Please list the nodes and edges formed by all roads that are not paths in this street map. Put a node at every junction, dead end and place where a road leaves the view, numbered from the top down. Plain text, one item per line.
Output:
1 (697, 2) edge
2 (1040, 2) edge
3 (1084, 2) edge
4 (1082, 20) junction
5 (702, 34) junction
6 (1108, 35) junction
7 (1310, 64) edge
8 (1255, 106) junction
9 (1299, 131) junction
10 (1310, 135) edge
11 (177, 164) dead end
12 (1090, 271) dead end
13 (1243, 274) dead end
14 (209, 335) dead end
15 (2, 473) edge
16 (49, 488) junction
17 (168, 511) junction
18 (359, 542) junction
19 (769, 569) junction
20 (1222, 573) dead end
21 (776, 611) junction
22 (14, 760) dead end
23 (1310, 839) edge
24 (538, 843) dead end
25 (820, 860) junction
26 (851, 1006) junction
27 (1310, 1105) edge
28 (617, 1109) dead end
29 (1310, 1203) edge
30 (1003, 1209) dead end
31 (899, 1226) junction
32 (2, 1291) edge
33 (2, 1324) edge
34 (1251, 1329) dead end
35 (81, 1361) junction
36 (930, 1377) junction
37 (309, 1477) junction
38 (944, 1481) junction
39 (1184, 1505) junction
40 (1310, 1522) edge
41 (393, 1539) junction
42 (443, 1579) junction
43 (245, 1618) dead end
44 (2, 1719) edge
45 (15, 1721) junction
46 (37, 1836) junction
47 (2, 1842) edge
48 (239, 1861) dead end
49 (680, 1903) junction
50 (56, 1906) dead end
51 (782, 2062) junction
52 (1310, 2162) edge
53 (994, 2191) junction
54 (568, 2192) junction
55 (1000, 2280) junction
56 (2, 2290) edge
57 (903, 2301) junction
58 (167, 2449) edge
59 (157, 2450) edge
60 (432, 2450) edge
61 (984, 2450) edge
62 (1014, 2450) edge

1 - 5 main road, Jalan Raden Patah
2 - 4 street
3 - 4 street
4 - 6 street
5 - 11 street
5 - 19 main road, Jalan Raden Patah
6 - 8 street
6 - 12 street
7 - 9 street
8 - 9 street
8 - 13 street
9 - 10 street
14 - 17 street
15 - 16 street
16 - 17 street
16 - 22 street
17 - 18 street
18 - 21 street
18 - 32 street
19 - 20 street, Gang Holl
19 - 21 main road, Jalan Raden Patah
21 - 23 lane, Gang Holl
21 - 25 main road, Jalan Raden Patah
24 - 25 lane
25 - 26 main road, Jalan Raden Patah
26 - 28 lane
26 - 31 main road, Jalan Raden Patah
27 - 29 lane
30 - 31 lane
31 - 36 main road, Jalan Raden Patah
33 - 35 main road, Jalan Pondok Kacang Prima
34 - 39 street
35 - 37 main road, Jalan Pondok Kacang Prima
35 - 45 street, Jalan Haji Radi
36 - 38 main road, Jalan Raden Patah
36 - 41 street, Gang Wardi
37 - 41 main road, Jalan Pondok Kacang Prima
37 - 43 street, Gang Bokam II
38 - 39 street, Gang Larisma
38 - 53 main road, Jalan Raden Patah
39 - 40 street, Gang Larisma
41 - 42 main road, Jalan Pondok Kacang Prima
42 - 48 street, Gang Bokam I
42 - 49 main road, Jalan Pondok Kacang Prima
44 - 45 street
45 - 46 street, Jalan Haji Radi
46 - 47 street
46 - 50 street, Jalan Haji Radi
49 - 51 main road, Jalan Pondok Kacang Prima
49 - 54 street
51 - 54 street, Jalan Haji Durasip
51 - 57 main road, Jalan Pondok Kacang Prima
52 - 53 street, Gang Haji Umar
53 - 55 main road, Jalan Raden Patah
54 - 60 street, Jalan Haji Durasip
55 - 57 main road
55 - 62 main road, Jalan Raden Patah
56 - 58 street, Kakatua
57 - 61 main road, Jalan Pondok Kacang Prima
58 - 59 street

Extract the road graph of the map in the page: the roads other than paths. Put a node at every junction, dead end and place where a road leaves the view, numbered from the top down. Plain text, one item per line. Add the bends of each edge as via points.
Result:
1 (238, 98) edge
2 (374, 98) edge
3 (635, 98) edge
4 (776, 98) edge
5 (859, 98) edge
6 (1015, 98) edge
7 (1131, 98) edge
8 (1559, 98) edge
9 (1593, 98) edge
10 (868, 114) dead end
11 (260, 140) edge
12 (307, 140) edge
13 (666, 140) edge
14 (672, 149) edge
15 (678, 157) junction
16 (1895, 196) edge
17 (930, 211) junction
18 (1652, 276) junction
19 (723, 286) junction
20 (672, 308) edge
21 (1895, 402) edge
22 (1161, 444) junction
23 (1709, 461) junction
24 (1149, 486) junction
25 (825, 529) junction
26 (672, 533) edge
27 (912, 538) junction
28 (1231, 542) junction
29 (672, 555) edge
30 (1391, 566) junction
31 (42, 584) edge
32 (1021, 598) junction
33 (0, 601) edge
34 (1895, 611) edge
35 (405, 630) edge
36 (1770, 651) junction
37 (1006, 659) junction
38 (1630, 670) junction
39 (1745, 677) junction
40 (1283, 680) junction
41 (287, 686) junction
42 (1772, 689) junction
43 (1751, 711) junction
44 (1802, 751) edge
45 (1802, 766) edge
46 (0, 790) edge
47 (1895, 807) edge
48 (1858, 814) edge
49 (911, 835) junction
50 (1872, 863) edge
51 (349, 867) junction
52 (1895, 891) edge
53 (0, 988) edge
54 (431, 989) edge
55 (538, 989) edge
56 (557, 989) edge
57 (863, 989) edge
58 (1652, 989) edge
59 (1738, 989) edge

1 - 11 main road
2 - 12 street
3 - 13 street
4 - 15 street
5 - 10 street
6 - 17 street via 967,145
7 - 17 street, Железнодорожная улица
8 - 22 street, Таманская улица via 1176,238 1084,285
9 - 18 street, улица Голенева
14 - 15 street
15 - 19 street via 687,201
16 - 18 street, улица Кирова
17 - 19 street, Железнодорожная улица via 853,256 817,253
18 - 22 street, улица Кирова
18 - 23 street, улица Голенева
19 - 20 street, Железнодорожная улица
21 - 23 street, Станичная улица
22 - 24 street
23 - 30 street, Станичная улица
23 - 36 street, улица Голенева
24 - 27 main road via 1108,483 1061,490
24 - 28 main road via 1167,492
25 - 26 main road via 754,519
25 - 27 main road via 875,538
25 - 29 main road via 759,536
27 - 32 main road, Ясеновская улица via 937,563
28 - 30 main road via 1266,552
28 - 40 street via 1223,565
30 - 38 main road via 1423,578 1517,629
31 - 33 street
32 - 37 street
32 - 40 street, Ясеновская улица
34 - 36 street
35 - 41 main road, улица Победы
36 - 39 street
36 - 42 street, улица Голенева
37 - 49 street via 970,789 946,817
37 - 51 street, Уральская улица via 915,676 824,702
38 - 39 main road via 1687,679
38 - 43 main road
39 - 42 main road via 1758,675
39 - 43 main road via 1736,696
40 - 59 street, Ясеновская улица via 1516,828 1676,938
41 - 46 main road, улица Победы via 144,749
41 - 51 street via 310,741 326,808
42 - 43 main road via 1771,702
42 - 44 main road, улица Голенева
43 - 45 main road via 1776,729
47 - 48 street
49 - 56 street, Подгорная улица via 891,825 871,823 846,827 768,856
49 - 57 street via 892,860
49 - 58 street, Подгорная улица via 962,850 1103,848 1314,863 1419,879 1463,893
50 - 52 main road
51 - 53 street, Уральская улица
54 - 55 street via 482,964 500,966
================
Go through the listing above and reproduce all of it exactly.

* _TASK SOLUTION_
Please list the nodes and edges formed by all roads that are not paths in this street map. Put a node at every junction, dead end and place where a road leaves the view, numbered from the top down. Plain text, one item per line.
Output:
1 (697, 2) edge
2 (1040, 2) edge
3 (1084, 2) edge
4 (1082, 20) junction
5 (702, 34) junction
6 (1108, 35) junction
7 (1310, 64) edge
8 (1255, 106) junction
9 (1299, 131) junction
10 (1310, 135) edge
11 (177, 164) dead end
12 (1090, 271) dead end
13 (1243, 274) dead end
14 (209, 335) dead end
15 (2, 473) edge
16 (49, 488) junction
17 (168, 511) junction
18 (359, 542) junction
19 (769, 569) junction
20 (1222, 573) dead end
21 (776, 611) junction
22 (14, 760) dead end
23 (1310, 839) edge
24 (538, 843) dead end
25 (820, 860) junction
26 (851, 1006) junction
27 (1310, 1105) edge
28 (617, 1109) dead end
29 (1310, 1203) edge
30 (1003, 1209) dead end
31 (899, 1226) junction
32 (2, 1291) edge
33 (2, 1324) edge
34 (1251, 1329) dead end
35 (81, 1361) junction
36 (930, 1377) junction
37 (309, 1477) junction
38 (944, 1481) junction
39 (1184, 1505) junction
40 (1310, 1522) edge
41 (393, 1539) junction
42 (443, 1579) junction
43 (245, 1618) dead end
44 (2, 1719) edge
45 (15, 1721) junction
46 (37, 1836) junction
47 (2, 1842) edge
48 (239, 1861) dead end
49 (680, 1903) junction
50 (56, 1906) dead end
51 (782, 2062) junction
52 (1310, 2162) edge
53 (994, 2191) junction
54 (568, 2192) junction
55 (1000, 2280) junction
56 (2, 2290) edge
57 (903, 2301) junction
58 (167, 2449) edge
59 (157, 2450) edge
60 (432, 2450) edge
61 (984, 2450) edge
62 (1014, 2450) edge

1 - 5 main road, Jalan Raden Patah
2 - 4 street
3 - 4 street
4 - 6 street
5 - 11 street
5 - 19 main road, Jalan Raden Patah
6 - 8 street
6 - 12 street
7 - 9 street
8 - 9 street
8 - 13 street
9 - 10 street
14 - 17 street
15 - 16 street
16 - 17 street
16 - 22 street
17 - 18 street
18 - 21 street
18 - 32 street
19 - 20 street, Gang Holl
19 - 21 main road, Jalan Raden Patah
21 - 23 lane, Gang Holl
21 - 25 main road, Jalan Raden Patah
24 - 25 lane
25 - 26 main road, Jalan Raden Patah
26 - 28 lane
26 - 31 main road, Jalan Raden Patah
27 - 29 lane
30 - 31 lane
31 - 36 main road, Jalan Raden Patah
33 - 35 main road, Jalan Pondok Kacang Prima
34 - 39 street
35 - 37 main road, Jalan Pondok Kacang Prima
35 - 45 street, Jalan Haji Radi
36 - 38 main road, Jalan Raden Patah
36 - 41 street, Gang Wardi
37 - 41 main road, Jalan Pondok Kacang Prima
37 - 43 street, Gang Bokam II
38 - 39 street, Gang Larisma
38 - 53 main road, Jalan Raden Patah
39 - 40 street, Gang Larisma
41 - 42 main road, Jalan Pondok Kacang Prima
42 - 48 street, Gang Bokam I
42 - 49 main road, Jalan Pondok Kacang Prima
44 - 45 street
45 - 46 street, Jalan Haji Radi
46 - 47 street
46 - 50 street, Jalan Haji Radi
49 - 51 main road, Jalan Pondok Kacang Prima
49 - 54 street
51 - 54 street, Jalan Haji Durasip
51 - 57 main road, Jalan Pondok Kacang Prima
52 - 53 street, Gang Haji Umar
53 - 55 main road, Jalan Raden Patah
54 - 60 street, Jalan Haji Durasip
55 - 57 main road
55 - 62 main road, Jalan Raden Patah
56 - 58 street, Kakatua
57 - 61 main road, Jalan Pondok Kacang Prima
58 - 59 street

Extract the road graph of the map in the page: the roads other than paths. Put a node at every junction, dead end and place where a road leaves the view, numbered from the top down. Plain text, one item per line. Add the bends of each edge as via points.
Result:
1 (238, 98) edge
2 (374, 98) edge
3 (635, 98) edge
4 (776, 98) edge
5 (859, 98) edge
6 (1015, 98) edge
7 (1131, 98) edge
8 (1559, 98) edge
9 (1593, 98) edge
10 (868, 114) dead end
11 (260, 140) edge
12 (307, 140) edge
13 (666, 140) edge
14 (672, 149) edge
15 (678, 157) junction
16 (1895, 196) edge
17 (930, 211) junction
18 (1652, 276) junction
19 (723, 286) junction
20 (672, 308) edge
21 (1895, 402) edge
22 (1161, 444) junction
23 (1709, 461) junction
24 (1149, 486) junction
25 (825, 529) junction
26 (672, 533) edge
27 (912, 538) junction
28 (1231, 542) junction
29 (672, 555) edge
30 (1391, 566) junction
31 (42, 584) edge
32 (1021, 598) junction
33 (0, 601) edge
34 (1895, 611) edge
35 (405, 630) edge
36 (1770, 651) junction
37 (1006, 659) junction
38 (1630, 670) junction
39 (1745, 677) junction
40 (1283, 680) junction
41 (287, 686) junction
42 (1772, 689) junction
43 (1751, 711) junction
44 (1802, 751) edge
45 (1802, 766) edge
46 (0, 790) edge
47 (1895, 807) edge
48 (1858, 814) edge
49 (911, 835) junction
50 (1872, 863) edge
51 (349, 867) junction
52 (1895, 891) edge
53 (0, 988) edge
54 (431, 989) edge
55 (538, 989) edge
56 (557, 989) edge
57 (863, 989) edge
58 (1652, 989) edge
59 (1738, 989) edge

1 - 11 main road
2 - 12 street
3 - 13 street
4 - 15 street
5 - 10 street
6 - 17 street via 967,145
7 - 17 street, Железнодорожная улица
8 - 22 street, Таманская улица via 1176,238 1084,285
9 - 18 street, улица Голенева
14 - 15 street
15 - 19 street via 687,201
16 - 18 street, улица Кирова
17 - 19 street, Железнодорожная улица via 853,256 817,253
18 - 22 street, улица Кирова
18 - 23 street, улица Голенева
19 - 20 street, Железнодорожная улица
21 - 23 street, Станичная улица
22 - 24 street
23 - 30 street, Станичная улица
23 - 36 street, улица Голенева
24 - 27 main road via 1108,483 1061,490
24 - 28 main road via 1167,492
25 - 26 main road via 754,519
25 - 27 main road via 875,538
25 - 29 main road via 759,536
27 - 32 main road, Ясеновская улица via 937,563
28 - 30 main road via 1266,552
28 - 40 street via 1223,565
30 - 38 main road via 1423,578 1517,629
31 - 33 street
32 - 37 street
32 - 40 street, Ясеновская улица
34 - 36 street
35 - 41 main road, улица Победы
36 - 39 street
36 - 42 street, улица Голенева
37 - 49 street via 970,789 946,817
37 - 51 street, Уральская улица via 915,676 824,702
38 - 39 main road via 1687,679
38 - 43 main road
39 - 42 main road via 1758,675
39 - 43 main road via 1736,696
40 - 59 street, Ясеновская улица via 1516,828 1676,938
41 - 46 main road, улица Победы via 144,749
41 - 51 street via 310,741 326,808
42 - 43 main road via 1771,702
42 - 44 main road, улица Голенева
43 - 45 main road via 1776,729
47 - 48 street
49 - 56 street, Подгорная улица via 891,825 871,823 846,827 768,856
49 - 57 street via 892,860
49 - 58 street, Подгорная улица via 962,850 1103,848 1314,863 1419,879 1463,893
50 - 52 main road
51 - 53 street, Уральская улица
54 - 55 street via 482,964 500,966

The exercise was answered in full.